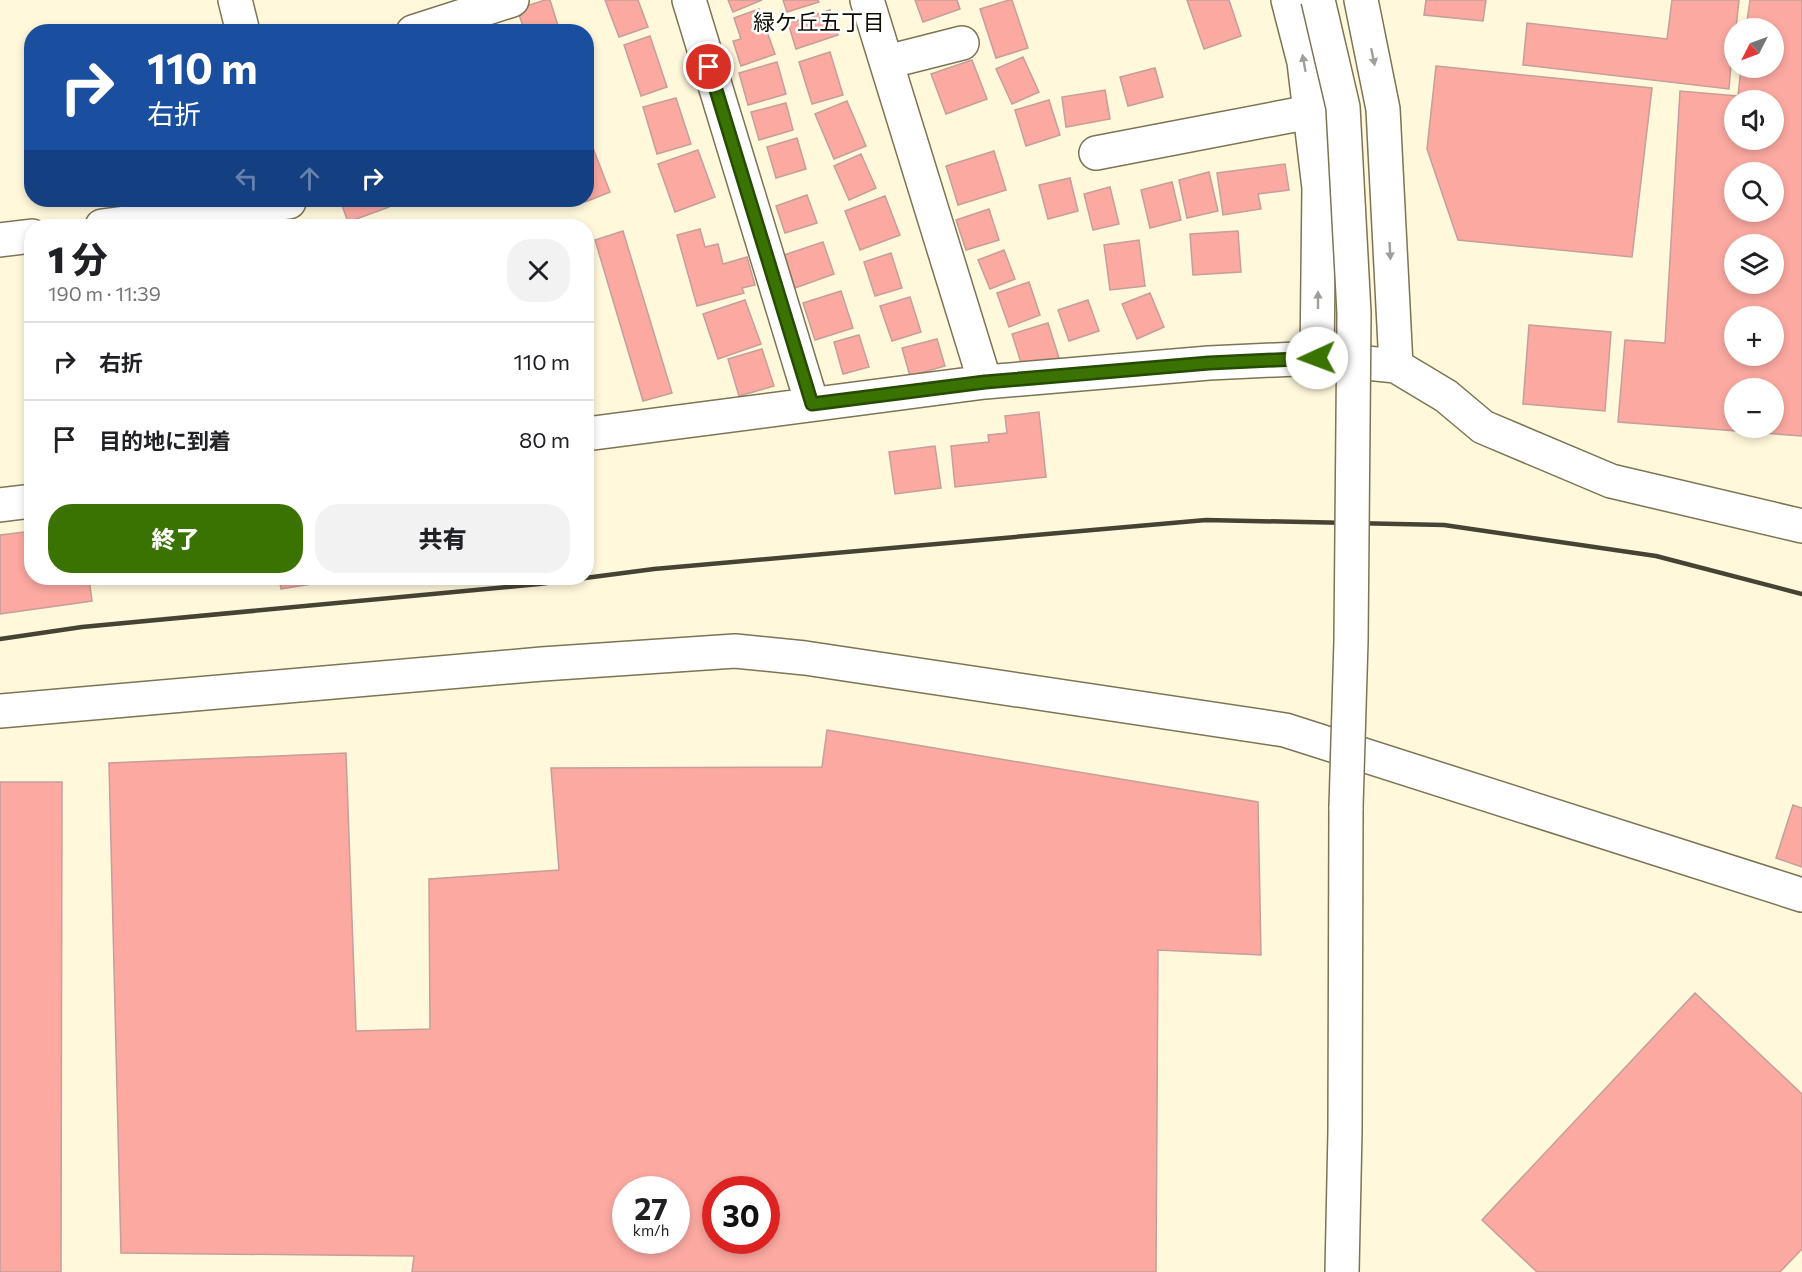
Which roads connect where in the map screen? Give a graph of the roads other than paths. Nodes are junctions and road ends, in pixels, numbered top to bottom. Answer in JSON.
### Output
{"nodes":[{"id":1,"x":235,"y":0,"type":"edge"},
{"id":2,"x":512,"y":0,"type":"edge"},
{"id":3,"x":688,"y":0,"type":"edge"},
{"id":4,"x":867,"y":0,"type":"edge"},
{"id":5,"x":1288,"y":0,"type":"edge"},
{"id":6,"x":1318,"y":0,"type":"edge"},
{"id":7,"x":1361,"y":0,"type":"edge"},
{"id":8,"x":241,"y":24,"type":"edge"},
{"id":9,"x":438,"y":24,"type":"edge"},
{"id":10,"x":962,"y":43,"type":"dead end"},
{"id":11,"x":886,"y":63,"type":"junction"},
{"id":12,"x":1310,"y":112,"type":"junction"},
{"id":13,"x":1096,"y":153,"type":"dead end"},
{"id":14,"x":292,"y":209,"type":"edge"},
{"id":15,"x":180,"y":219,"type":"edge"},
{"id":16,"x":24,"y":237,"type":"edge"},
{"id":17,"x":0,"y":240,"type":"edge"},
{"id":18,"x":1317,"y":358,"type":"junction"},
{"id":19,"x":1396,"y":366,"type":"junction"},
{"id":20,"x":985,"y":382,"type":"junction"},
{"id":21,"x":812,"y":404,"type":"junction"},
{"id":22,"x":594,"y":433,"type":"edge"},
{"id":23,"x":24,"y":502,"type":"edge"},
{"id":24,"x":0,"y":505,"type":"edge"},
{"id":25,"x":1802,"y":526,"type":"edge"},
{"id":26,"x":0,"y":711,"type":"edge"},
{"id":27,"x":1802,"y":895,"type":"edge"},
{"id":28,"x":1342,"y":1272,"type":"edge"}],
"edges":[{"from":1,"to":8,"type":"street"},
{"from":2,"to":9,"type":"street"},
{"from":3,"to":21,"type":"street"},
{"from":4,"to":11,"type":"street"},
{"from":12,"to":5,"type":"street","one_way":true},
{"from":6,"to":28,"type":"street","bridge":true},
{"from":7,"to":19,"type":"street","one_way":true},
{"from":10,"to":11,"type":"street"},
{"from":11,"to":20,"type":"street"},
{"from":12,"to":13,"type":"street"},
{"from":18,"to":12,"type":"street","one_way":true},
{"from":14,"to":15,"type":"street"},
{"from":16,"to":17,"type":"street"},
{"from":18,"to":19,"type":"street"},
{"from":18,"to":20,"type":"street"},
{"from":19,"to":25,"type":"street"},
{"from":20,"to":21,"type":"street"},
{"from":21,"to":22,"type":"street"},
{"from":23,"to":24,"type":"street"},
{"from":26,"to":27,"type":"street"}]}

--

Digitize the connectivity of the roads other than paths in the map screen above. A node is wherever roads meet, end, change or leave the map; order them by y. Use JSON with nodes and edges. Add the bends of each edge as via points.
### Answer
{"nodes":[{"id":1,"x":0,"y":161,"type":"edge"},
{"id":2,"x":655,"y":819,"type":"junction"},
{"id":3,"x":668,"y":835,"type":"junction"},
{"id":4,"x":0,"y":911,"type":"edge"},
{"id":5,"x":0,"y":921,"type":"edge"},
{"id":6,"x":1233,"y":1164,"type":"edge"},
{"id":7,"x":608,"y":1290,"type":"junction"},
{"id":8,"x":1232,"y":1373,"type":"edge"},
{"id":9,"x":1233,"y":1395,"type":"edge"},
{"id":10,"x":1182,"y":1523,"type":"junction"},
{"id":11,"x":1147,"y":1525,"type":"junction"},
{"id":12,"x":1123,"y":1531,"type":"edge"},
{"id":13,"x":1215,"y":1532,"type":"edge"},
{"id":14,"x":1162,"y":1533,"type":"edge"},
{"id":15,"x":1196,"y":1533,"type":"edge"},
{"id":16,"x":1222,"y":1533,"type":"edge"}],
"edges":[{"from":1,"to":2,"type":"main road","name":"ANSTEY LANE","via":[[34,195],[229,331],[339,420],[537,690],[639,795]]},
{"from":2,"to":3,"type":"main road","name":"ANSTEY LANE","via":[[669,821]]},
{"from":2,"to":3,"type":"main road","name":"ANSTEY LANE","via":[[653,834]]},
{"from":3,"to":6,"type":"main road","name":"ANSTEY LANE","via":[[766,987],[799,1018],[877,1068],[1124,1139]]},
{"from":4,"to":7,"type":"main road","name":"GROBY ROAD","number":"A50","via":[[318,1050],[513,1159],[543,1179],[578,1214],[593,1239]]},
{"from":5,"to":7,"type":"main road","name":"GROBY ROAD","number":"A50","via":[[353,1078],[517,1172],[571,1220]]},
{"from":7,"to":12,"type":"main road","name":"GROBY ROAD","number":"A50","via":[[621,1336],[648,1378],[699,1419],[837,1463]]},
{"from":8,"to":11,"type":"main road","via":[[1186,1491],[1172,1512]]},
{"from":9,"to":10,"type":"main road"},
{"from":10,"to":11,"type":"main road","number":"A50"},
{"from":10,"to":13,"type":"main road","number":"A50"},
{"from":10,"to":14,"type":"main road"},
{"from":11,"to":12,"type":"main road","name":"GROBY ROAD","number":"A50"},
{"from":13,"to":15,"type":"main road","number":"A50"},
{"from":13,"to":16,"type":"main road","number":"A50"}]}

* * *

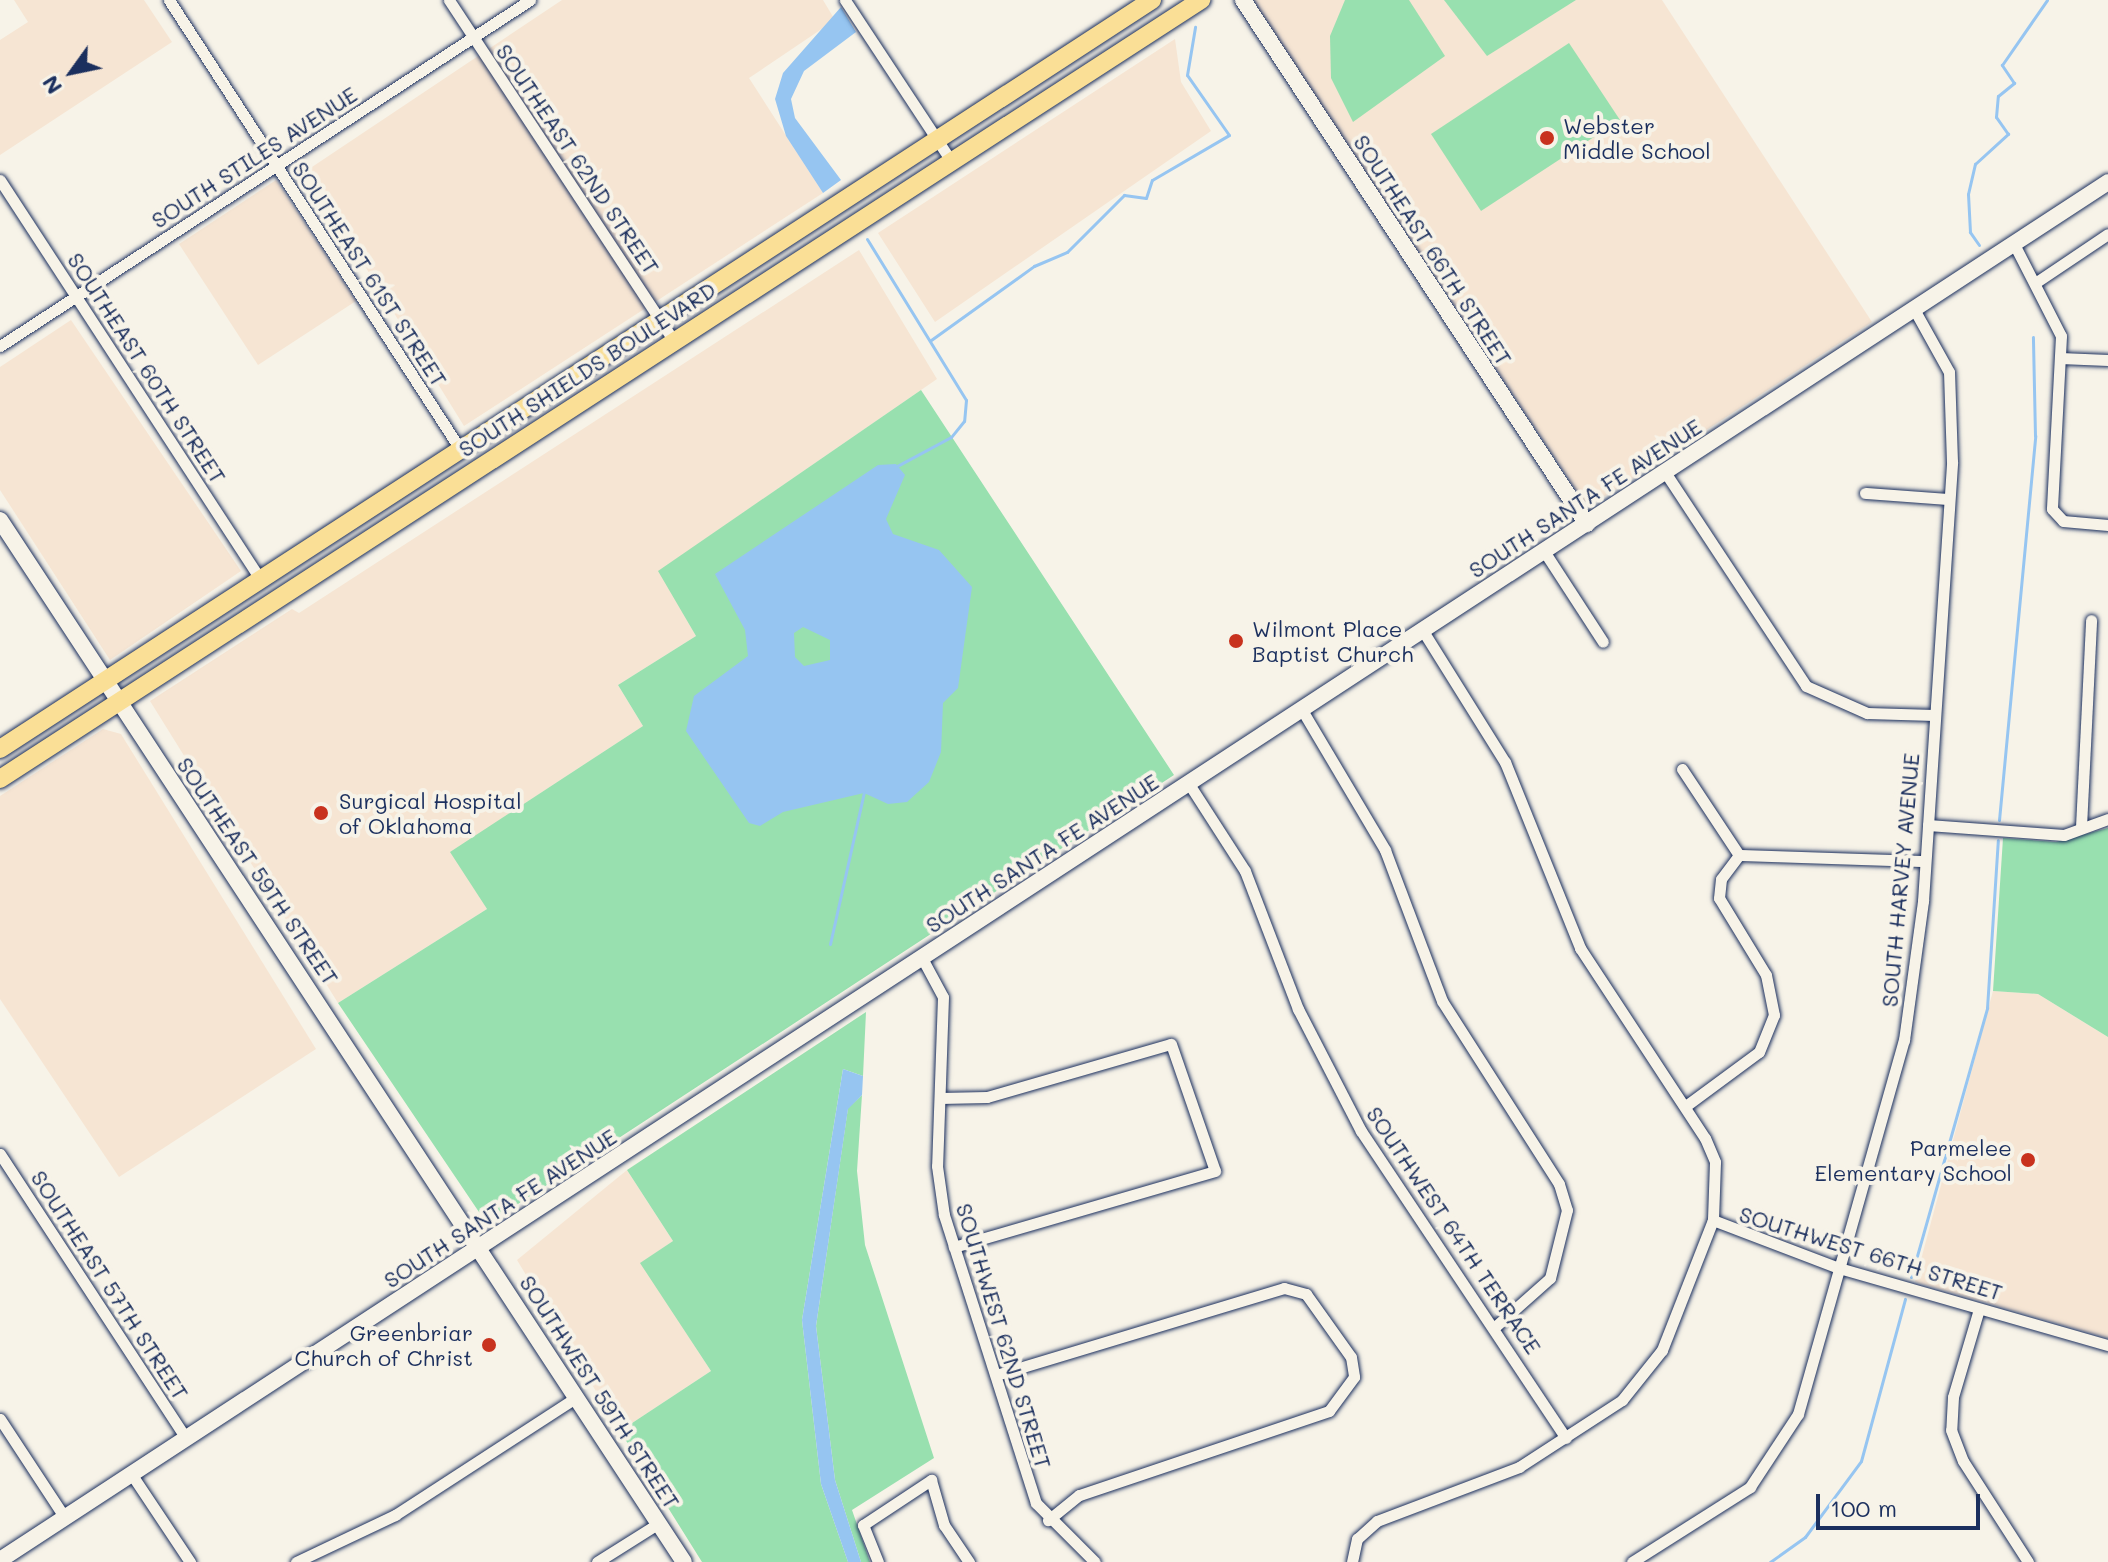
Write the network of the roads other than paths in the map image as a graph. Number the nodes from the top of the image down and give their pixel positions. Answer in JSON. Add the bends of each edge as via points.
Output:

## TASK BRIEF
Among the lines of the listing above, which ones contain the word "each"? Show them.

## REPLY
Digitize the connectivity of the roads other than paths in the map screen above. A node is wherever roads meet, end, change or leave the map; order them by y. Use JSON with nodes and edges. Add the bends of each edge as via points.
Write the network of the roads other than paths in the map image as a graph. Number the nodes from the top of the image down and give their pixel positions. Answer in JSON. Add the bends of each edge as via points.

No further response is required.